BOSTON, Massachusetts (AP) -- A college freshman created a fake airline that offered bargain-priced tickets on flights between Honolulu and Los Angeles, authorities said Thursday.

Luke Thompson, of Yardley, Pennsylvania, incorporated Mainline Airways in Pennsylvania, established a business address in the Boston suburb of Wellesley and set up an elaborate Web site, according to Massachusetts Attorney General Thomas Reilly.

Thompson, who attends Babson College in Wellesley, offered fares as low as $89 one way between Los Angeles and Honolulu, Reilly said.

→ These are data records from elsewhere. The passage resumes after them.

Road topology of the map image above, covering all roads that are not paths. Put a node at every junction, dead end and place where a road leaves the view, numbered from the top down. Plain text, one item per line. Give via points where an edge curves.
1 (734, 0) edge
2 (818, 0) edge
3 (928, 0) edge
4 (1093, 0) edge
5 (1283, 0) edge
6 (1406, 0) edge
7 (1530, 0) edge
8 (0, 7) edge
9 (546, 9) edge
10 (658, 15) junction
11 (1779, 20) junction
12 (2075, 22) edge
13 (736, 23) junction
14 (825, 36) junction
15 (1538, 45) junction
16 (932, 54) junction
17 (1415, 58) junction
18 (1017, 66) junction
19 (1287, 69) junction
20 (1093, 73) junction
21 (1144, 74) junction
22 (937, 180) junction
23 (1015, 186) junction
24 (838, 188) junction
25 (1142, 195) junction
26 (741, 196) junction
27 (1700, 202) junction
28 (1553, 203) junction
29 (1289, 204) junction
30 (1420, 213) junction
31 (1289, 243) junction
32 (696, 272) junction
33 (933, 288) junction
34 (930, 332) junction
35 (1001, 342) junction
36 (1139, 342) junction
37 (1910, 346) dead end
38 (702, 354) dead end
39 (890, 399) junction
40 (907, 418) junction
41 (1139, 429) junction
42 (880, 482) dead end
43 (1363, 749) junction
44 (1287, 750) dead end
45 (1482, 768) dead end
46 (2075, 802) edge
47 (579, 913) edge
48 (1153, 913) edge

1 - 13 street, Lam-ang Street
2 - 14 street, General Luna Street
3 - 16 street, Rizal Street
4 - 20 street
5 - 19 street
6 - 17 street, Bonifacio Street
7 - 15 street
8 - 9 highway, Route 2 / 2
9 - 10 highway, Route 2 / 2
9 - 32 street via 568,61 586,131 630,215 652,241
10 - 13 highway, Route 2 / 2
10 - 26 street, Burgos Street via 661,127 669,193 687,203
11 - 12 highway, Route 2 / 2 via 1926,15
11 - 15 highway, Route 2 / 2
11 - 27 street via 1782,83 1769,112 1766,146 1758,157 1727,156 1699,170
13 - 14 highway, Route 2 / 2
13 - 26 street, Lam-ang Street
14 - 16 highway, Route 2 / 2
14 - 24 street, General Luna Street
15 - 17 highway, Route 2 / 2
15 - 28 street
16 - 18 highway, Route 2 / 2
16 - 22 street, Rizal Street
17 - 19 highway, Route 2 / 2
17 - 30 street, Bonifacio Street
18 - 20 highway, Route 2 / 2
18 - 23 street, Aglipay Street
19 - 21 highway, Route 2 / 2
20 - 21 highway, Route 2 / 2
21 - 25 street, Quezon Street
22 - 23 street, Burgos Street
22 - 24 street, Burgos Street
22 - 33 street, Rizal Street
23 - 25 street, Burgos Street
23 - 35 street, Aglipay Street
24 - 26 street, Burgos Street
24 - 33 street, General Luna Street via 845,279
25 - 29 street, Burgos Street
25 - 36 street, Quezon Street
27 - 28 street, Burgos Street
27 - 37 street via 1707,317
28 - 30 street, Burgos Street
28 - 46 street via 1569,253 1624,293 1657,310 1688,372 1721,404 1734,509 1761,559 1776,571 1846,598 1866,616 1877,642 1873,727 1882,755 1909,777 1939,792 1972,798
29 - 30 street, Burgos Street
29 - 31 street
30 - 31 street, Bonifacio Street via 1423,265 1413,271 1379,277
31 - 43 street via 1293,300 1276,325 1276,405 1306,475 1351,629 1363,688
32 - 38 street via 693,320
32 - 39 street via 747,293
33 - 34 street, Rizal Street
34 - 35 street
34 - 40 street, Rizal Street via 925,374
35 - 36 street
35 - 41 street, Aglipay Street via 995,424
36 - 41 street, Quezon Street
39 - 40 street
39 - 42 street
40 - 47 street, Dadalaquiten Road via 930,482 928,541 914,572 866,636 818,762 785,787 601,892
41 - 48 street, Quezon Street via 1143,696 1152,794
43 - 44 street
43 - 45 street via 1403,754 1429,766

Flights were to begin July 3, but Mainline had neither planes, crews nor the required permits and approvals as recently as a few weeks ago.

Thompson told The Associated Press that the allegations were "absolutely untrue," but he did acknowledge that he was the only person behind the company, other than a consultant and an investor he did not identify.

"We had every intention of doing this operation," he said. "We had 15 airlines we had contacted or were in serious negotiations with, regarding the actual providing of the (air) service."

He offered no details on which airlines were involved.


Babson College student Luke Thompson
Thompson's Web site, which has been taken down, described the company's "fleet," outlined various policies and answered travelers' questions.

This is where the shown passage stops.